What’s new. What’s old?

I see players are still wearing a prodigious amount of ridiculous looking gold chains. I used to see a lot of this in the late ‘70’s, but it was mostly confined to coked up guys going to a discotheque. Now it seems like players are in a competition to see who can sport the most obnoxious chains. It must be a generational thing. When you’re a grouchy old fart like me you realize that chains are uncomfortable to play in, what with them always pulling out your chest hair and bouncing into your face while you’re flailing at a slider out of the strike zone. Plus, you’re finally wise enough to understand that jewelry, while much appreciated by your wife or girlfriend, is a terrible investment. If you want to impress your entourage, just use that cash to light cigars with. Instead, put that money into a dividend paying, blue chip stock and forget about it for 25 years.

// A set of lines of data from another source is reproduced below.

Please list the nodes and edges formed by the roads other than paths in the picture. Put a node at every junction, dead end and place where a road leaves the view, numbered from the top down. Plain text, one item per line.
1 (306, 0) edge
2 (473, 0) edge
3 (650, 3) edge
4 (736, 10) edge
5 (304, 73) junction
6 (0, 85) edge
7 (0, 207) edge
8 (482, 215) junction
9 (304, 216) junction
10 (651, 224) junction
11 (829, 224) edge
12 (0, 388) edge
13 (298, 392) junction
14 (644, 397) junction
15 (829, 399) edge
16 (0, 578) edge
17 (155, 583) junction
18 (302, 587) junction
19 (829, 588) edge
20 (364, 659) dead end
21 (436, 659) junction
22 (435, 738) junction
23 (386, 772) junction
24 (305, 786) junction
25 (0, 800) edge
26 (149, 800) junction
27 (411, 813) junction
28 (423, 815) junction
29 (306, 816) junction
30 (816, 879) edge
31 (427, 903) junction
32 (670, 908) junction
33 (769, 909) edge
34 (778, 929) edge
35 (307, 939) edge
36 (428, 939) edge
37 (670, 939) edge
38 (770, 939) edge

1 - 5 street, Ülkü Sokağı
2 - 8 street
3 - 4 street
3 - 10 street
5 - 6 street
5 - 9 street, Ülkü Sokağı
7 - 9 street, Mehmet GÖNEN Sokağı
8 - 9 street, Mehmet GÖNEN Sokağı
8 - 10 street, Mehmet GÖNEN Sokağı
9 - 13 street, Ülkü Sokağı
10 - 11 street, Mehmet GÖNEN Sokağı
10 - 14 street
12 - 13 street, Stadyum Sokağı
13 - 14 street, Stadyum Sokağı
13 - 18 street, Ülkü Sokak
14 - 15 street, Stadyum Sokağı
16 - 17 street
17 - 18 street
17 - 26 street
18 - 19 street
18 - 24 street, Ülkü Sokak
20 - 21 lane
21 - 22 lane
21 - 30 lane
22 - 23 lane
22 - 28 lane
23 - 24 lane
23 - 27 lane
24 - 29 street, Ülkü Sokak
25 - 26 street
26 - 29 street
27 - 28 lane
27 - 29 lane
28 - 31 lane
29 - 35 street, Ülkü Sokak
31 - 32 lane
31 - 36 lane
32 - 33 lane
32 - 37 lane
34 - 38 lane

The other new thing I’m hearing this season is the term, Sweeper. As in, with two strikes, he threw his sweeper. I try to keep up on baseball terminology as much as the next Kevin, but I have to admit, I hadn’t heard the term sweeper until this season. Now I’m hearing it every day. Turns out that sweeper is just a hip way of saying a guy has a nasty, horizontal breaking slider. If anything else new comes along, give me a shout. I’ll be in the front yard, yelling at the neighborhood kids.